START MATERIAL PROVIDED
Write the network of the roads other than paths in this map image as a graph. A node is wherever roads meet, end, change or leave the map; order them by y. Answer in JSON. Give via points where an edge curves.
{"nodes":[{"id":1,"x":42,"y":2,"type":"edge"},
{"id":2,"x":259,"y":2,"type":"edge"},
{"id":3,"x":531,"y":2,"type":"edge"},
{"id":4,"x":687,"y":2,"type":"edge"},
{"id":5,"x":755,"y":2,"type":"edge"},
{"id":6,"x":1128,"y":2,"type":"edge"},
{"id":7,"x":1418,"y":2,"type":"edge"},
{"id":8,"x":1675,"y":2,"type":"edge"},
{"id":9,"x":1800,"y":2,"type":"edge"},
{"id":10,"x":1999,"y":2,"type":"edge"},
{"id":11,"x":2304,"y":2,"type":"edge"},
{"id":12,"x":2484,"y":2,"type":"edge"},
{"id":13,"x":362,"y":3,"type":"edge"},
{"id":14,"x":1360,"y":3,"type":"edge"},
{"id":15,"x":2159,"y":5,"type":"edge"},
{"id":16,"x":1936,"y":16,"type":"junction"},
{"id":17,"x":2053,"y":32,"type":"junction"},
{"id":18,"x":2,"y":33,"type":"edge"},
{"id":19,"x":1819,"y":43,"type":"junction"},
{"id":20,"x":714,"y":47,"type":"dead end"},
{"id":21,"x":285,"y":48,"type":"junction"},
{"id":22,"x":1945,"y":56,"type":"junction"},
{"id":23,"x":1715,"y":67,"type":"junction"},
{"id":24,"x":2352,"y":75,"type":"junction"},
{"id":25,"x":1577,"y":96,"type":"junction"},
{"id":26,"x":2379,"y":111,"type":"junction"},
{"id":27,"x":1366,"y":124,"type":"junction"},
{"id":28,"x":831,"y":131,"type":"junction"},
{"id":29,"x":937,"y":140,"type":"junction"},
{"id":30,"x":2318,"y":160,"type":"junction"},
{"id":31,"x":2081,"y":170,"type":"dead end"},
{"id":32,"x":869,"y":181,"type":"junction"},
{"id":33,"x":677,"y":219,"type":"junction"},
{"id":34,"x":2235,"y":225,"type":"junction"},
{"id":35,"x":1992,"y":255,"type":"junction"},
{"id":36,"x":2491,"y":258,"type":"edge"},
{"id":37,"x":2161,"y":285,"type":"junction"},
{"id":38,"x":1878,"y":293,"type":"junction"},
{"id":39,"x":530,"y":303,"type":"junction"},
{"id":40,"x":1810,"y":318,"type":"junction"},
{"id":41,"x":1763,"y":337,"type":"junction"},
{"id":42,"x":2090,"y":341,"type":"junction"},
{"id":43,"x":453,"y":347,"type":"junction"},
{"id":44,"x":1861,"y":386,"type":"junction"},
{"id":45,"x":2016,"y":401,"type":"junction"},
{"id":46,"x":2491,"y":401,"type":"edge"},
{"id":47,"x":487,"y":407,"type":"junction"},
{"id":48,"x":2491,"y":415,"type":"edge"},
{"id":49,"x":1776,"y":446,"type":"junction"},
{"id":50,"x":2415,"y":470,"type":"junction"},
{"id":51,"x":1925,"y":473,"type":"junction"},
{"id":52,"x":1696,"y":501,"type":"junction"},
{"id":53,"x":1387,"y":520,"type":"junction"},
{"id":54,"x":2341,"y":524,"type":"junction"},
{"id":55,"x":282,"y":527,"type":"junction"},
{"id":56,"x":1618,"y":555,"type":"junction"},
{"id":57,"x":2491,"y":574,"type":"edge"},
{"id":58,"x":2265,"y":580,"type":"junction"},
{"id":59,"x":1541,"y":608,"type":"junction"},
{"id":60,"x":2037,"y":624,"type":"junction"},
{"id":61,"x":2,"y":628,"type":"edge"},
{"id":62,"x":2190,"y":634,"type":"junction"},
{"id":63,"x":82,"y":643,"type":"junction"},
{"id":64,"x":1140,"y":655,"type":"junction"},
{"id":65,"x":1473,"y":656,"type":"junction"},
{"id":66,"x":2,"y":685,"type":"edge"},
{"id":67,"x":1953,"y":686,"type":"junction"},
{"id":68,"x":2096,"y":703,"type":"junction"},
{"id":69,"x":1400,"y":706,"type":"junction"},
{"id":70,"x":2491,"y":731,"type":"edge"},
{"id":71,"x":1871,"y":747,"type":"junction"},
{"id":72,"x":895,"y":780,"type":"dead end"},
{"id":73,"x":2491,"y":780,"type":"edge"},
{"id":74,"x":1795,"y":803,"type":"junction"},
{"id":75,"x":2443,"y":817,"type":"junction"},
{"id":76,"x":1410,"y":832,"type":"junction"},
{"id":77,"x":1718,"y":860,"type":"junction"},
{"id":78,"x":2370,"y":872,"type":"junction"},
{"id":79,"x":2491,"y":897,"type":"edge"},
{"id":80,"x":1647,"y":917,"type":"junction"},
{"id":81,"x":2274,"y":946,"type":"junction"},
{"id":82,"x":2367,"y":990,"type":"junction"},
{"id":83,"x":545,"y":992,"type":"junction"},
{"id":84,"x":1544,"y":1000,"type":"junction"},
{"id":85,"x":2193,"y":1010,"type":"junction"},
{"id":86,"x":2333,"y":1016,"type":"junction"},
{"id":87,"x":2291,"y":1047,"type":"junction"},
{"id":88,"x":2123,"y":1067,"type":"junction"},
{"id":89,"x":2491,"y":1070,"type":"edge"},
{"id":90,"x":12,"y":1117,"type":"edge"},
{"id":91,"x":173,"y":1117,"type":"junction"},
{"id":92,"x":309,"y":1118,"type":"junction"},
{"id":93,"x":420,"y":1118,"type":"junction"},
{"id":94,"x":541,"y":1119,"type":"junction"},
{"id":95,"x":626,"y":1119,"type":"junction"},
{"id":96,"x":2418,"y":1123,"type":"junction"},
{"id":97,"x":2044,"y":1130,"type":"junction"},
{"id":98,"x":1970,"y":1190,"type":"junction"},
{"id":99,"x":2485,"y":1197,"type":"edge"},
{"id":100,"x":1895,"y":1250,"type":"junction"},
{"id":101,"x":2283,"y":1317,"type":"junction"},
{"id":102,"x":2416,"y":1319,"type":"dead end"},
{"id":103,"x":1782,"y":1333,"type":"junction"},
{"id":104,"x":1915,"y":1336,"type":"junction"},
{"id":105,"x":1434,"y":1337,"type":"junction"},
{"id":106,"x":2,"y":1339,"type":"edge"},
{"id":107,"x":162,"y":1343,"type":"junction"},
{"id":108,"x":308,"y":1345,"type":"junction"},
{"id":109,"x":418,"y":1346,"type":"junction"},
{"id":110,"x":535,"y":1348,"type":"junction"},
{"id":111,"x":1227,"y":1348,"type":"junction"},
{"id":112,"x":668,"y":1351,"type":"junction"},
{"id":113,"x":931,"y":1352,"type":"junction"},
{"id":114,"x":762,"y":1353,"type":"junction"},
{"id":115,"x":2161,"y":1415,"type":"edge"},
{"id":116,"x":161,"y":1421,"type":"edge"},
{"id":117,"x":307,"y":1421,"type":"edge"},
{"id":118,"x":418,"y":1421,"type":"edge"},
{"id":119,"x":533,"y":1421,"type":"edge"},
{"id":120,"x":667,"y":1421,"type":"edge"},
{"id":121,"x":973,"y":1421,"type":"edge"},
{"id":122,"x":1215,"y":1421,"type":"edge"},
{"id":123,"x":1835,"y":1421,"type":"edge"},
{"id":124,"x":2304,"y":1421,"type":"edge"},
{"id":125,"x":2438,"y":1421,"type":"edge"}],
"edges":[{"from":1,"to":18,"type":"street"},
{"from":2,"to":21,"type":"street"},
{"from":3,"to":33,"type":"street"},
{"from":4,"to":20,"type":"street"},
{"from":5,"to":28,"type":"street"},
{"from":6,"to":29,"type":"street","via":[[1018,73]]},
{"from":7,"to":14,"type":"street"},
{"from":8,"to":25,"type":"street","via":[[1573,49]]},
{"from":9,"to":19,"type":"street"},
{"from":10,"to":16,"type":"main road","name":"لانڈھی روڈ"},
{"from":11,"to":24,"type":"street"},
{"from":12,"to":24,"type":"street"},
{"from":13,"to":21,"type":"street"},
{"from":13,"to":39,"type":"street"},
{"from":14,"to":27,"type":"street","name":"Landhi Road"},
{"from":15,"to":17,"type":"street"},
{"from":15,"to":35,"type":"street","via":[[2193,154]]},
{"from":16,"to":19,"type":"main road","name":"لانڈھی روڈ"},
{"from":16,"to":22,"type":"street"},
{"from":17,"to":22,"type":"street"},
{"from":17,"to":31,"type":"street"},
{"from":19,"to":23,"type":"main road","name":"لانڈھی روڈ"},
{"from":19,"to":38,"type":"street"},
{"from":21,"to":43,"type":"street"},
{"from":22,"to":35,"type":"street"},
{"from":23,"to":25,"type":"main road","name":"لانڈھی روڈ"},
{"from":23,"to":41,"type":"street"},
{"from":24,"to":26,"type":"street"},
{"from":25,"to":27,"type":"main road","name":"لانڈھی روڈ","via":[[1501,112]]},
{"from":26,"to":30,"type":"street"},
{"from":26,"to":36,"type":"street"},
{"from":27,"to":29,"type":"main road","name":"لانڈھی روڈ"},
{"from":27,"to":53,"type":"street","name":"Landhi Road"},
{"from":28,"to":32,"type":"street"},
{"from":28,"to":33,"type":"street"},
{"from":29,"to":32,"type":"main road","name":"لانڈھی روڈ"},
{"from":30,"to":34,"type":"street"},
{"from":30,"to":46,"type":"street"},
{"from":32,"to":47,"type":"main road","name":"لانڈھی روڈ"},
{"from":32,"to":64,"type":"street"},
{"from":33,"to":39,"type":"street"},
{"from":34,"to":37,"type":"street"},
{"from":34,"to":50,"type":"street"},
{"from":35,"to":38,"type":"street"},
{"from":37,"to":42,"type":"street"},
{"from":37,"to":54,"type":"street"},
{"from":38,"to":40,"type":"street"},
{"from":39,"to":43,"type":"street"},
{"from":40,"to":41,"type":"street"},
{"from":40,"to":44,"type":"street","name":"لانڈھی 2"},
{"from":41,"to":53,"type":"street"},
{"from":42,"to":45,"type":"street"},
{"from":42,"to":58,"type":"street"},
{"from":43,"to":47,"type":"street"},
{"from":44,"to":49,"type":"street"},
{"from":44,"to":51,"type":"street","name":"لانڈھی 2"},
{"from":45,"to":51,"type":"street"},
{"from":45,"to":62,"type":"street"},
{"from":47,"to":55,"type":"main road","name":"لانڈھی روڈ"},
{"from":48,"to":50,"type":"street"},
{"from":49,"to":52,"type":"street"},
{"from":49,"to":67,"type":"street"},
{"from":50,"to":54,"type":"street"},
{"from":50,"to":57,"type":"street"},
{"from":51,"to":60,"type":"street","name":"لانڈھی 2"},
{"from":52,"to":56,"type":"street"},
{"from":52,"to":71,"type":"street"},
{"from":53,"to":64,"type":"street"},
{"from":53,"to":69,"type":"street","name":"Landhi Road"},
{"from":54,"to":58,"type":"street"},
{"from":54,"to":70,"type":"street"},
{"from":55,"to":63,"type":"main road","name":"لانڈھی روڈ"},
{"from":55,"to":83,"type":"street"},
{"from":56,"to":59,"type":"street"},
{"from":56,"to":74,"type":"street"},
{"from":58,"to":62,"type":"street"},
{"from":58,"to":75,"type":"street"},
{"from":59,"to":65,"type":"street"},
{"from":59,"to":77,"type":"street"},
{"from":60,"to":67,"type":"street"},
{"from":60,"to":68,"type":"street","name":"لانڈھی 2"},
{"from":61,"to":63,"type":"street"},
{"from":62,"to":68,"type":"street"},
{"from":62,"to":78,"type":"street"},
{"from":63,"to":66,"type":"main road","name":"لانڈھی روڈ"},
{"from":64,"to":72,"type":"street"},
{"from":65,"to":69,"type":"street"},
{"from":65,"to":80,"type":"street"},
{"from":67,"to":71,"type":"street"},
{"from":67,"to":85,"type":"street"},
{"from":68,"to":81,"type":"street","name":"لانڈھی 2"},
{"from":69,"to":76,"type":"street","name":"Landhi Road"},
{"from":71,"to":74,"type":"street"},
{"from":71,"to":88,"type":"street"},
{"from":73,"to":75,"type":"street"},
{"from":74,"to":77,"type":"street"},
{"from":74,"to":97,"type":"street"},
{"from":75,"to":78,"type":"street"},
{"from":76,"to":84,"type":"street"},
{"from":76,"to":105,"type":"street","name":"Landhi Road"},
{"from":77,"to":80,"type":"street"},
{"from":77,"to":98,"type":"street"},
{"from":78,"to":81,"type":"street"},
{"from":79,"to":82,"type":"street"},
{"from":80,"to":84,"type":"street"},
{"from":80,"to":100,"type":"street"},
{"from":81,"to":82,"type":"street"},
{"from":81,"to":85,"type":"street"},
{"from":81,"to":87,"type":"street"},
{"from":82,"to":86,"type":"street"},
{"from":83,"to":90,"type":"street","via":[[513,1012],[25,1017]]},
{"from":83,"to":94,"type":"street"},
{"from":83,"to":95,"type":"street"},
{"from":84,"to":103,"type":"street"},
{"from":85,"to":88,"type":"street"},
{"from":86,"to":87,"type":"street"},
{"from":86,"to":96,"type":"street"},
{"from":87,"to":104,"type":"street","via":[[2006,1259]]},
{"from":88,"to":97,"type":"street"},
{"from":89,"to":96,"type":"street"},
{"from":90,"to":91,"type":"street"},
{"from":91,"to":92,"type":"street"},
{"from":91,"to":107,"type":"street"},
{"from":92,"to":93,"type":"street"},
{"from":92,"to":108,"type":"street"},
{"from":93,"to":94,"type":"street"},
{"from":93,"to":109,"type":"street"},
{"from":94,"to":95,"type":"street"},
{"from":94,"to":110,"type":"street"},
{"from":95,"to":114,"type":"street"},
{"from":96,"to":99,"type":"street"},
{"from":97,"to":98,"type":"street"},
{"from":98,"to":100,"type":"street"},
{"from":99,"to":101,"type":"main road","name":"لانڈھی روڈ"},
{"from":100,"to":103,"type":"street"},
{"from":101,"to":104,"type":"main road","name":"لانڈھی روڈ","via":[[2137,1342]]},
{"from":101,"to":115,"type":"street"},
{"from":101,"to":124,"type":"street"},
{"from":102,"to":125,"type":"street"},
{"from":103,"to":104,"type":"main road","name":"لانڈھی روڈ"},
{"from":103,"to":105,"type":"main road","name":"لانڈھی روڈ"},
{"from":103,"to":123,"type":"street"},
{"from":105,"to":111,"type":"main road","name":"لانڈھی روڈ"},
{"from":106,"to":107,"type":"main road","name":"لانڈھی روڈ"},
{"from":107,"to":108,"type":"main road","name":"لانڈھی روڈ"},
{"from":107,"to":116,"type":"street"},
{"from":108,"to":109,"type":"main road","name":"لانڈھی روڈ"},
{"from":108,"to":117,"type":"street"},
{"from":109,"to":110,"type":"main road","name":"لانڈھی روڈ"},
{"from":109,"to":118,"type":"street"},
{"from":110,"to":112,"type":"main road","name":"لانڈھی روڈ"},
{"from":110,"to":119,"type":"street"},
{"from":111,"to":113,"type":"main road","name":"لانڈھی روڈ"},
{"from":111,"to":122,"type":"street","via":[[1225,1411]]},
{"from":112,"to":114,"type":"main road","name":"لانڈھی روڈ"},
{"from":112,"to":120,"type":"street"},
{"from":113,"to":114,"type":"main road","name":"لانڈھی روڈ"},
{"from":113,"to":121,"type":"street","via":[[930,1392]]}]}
END MATERIAL PROVIDED
# [EXERCISE INSTRUCTIONS]
Find "Landhi" in the data above. Report each line where it appears.

# [EXERCISE ANSWER]
{"from":14,"to":27,"type":"street","name":"Landhi Road"},
{"from":27,"to":53,"type":"street","name":"Landhi Road"},
{"from":53,"to":69,"type":"street","name":"Landhi Road"},
{"from":69,"to":76,"type":"street","name":"Landhi Road"},
{"from":76,"to":105,"type":"street","name":"Landhi Road"},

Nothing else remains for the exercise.